I’ll admit it: I want to pretend like another new television show matters this fall, but now that Agent Coulson is back in our lives on the small screen, Marvel’s Agents of Shield is leading my list of new television shows I have to watch. With friends who checked out Comic-Con, I’ve heard nothing but good things about these real world, powers-free heroes who save the world from situations that our genetically-mutated (and otherworldly) heroes can’t. These folks are substitutionary heroes who go uncharted, unwatched, and unregarded, but who, as the show highlights, are crucial to the success of the world.

And so begins my season-long, weekly post on free agents you should consider to gain a leg up (like Stephen Gostkowski’s last-minute kick to put the Pats over the EJ Manuel-led Bills) or rush for greatness (the Giants’ real-world free agency bidding is still too muddled to figure out). But in a year when Jimmy Graham is head-and-shoulders above everyone else (unless you believe Gronk is really coming back sooner rather than later), your TE slot is probably the one needing the most help.

D/ST: If you’re streaming defenses in a 10-team league, I’m looking at the Oakland Raiders, who get the Jacksonville Jaguars (you know, the team that scored 2 points…)

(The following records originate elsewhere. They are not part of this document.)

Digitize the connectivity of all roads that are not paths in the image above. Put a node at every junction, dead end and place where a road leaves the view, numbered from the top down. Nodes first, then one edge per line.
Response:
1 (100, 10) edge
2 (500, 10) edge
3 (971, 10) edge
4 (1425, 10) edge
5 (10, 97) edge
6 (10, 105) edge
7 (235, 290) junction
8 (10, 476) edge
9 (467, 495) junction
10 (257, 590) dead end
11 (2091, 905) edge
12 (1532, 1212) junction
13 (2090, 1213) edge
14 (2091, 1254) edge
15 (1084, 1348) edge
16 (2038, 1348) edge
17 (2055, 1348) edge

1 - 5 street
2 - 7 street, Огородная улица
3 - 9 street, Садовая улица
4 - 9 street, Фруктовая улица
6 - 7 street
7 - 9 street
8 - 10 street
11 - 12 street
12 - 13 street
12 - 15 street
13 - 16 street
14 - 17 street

TE: Jared Cook, Julius Thomas, and Jordan Cameron are in the top-5 on standardized scoring this week. Cook and Cameron were hot preseason names and given the shallow gene pool of the TE crowd this year, someone has probably plucked them already. But after Peyton Manning’s otherworldly Thursday night game on national television as the only show in town, it’s doubtful anyone doesn’t know about Thomas. So, it’s not advice to go pick him up, it’s rather, how much are you willing to pay for him?

WR: This one comes down to Julian Edelman and Jerome Simpson. Simpson is supposed to lose receptions to Cordelle Patterson over the course of the season, but he clearly was the class of the receiving bunch that Christian Ponder had to throw to. But there’s the catch (pun intended): it’s Ponder throwing to him. For my buck, I’d rather pick up Edelman, who is in line for plenty of reps with Danny Amendola injured at his position, and all-purpose back Shane Vereen out several weeks with a broken wrist. Next to Thomas, I’d expect Edelman to be in the “most added” column today.

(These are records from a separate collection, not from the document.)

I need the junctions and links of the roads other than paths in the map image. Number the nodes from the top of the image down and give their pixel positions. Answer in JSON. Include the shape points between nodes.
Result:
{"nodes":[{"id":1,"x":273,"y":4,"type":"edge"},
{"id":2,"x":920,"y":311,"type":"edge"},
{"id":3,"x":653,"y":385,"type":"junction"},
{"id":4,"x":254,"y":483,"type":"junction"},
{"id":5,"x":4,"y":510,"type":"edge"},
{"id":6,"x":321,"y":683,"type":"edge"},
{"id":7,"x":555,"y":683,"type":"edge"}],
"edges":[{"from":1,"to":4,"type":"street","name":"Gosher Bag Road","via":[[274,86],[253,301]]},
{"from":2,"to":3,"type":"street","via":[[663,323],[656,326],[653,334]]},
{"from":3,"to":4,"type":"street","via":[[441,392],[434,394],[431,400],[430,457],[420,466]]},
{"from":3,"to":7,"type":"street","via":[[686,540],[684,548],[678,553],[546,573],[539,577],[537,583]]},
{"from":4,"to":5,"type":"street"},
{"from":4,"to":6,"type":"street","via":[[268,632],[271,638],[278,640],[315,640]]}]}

RB: Joique Bell. Who?? Reggie Bush was the big offensive pickup in Detroit in the offseason, but Bell only scored five less points. Bell capitalized on the goal line opportunities and caught five passes to bump up his fantasy total. There’s a significant drop-off, but Fred Jackson racked up some points unexpectedly, with sixty-seven yards rushing and four receptions. While Daryl Richardson had ninety-plus all purpose yards, I say the door is still open for currently-suspended Isaiah Pead of the St. Louis Rams to get some serious run when he comes back. Or you could track down Pierre Thomas because Mark Ingram still can’t get it done.

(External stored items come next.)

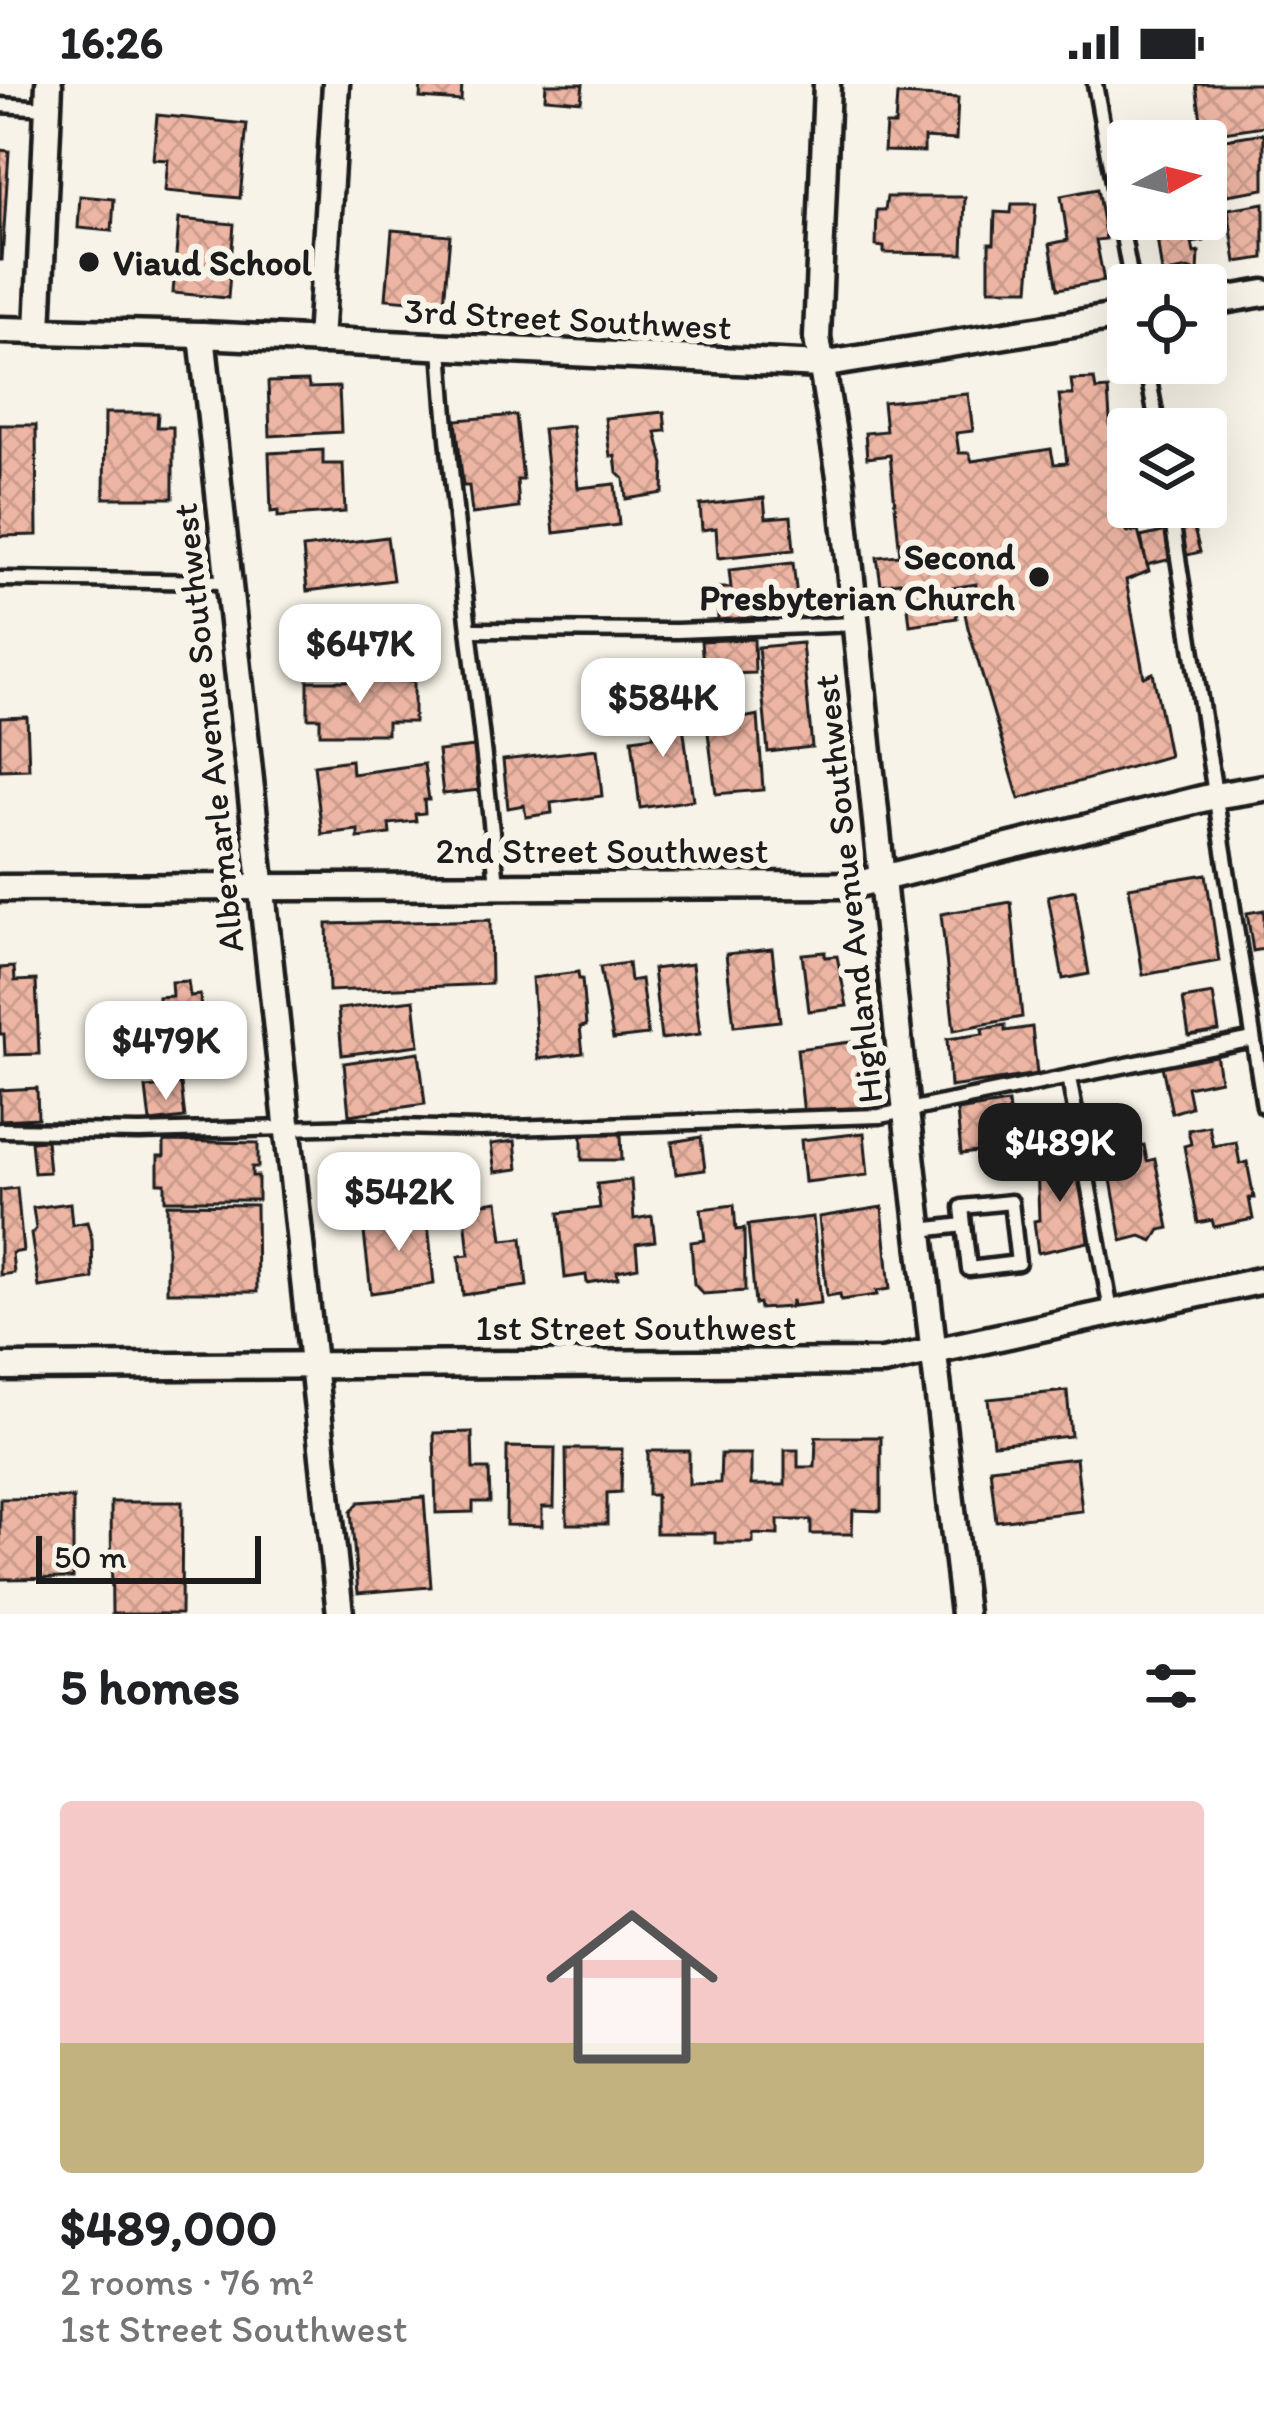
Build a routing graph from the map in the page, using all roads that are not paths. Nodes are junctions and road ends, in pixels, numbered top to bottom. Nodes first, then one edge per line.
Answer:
1 (336, 84) edge
2 (827, 84) edge
3 (1095, 84) edge
4 (49, 96) edge
5 (0, 105) edge
6 (1128, 264) edge
7 (1264, 293) edge
8 (1227, 299) edge
9 (1107, 318) edge
10 (0, 330) edge
11 (38, 331) junction
12 (202, 335) junction
13 (320, 341) junction
14 (441, 347) junction
15 (820, 365) junction
16 (1173, 528) edge
17 (0, 579) edge
18 (228, 582) junction
19 (857, 624) junction
20 (471, 630) junction
21 (1264, 788) edge
22 (1214, 796) junction
23 (884, 879) junction
24 (260, 887) junction
25 (496, 887) junction
26 (0, 888) edge
27 (1253, 1039) junction
28 (1069, 1077) junction
29 (1264, 1106) edge
30 (906, 1112) junction
31 (285, 1128) junction
32 (0, 1130) edge
33 (964, 1225) junction
34 (920, 1230) junction
35 (1264, 1280) edge
36 (1112, 1312) junction
37 (933, 1352) junction
38 (311, 1366) junction
39 (0, 1367) edge
40 (340, 1614) edge
41 (964, 1614) edge

1 - 13 street
2 - 15 street, Highland Avenue Southwest
3 - 6 lane
4 - 5 lane
4 - 11 street
7 - 8 street
9 - 15 street, 3rd Street Southwest
10 - 11 street, 3rd Street Southwest
11 - 12 street, 3rd Street Southwest
12 - 13 street, 3rd Street Southwest
12 - 18 street, Albemarle Avenue Southwest
13 - 14 street, 3rd Street Southwest
14 - 15 street, 3rd Street Southwest
14 - 20 lane
15 - 19 street, Highland Avenue Southwest
16 - 22 lane
17 - 18 lane
18 - 24 street, Albemarle Avenue Southwest
19 - 20 lane
19 - 23 street, Highland Avenue Southwest
20 - 25 lane
21 - 22 street, 2nd Street Southwest
22 - 23 street, 2nd Street Southwest
22 - 27 lane
23 - 25 street, 2nd Street Southwest
23 - 30 street, Highland Avenue Southwest
24 - 25 street, 2nd Street Southwest
24 - 26 street, 2nd Street Southwest
24 - 31 street, Albemarle Avenue Southwest
27 - 28 lane
27 - 29 lane
28 - 30 lane
28 - 36 lane
30 - 31 lane
30 - 34 street, Highland Avenue Southwest
31 - 32 lane
31 - 38 street, Albemarle Avenue Southwest
33 - 33 lane
33 - 34 lane
34 - 37 street, Highland Avenue Southwest
35 - 36 street, 1st Street Southwest
36 - 37 street, 1st Street Southwest
37 - 38 street, 1st Street Southwest
37 - 41 street, Highland Avenue Southwest
38 - 39 street, 1st Street Southwest
38 - 40 street, Albemarle Avenue Southwest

QB: A motley crew of passers from the waiver wire (Sam Bradford, Terrell Pryor, and Carson Palmer, Alex Smith, and Jay Cutler) outperformed a bunch of stock names that people may have overpaid for (Tom Brady, Russell Wilson, Cam Newton, and, so far, RGIII). If you’re already contemplating the waiver wire for a QB, then you probably ended up picking up one of those guys to begin with. None of those guys has a huge roadblock coming up (except for Bradford in a few weeks), but I wouldn’t bail yet. I’d rank this crowd this way, if you’re desperate: Bradford, Smith, Palmer, and Cutler. Real world records won’t matter much to this crowd.

Bounce-back Candidates From The “Obvious Name” Department: Chris Johnson vs. SD; Calvin Johnson vs. ARI; Stevan Ridley vs. NYJ

Trade Target: Marshawn Lynch. After Carolina and San Francisco (next week), the schedule gets a lot better…

Sell High: Peyton Manning. I don’t think it gets any better than Thursday night. We know from last year that he wears down over the course of the season, and I’m not sure anyone can play as listlessly as the Baltimore Ravens did on Thursday.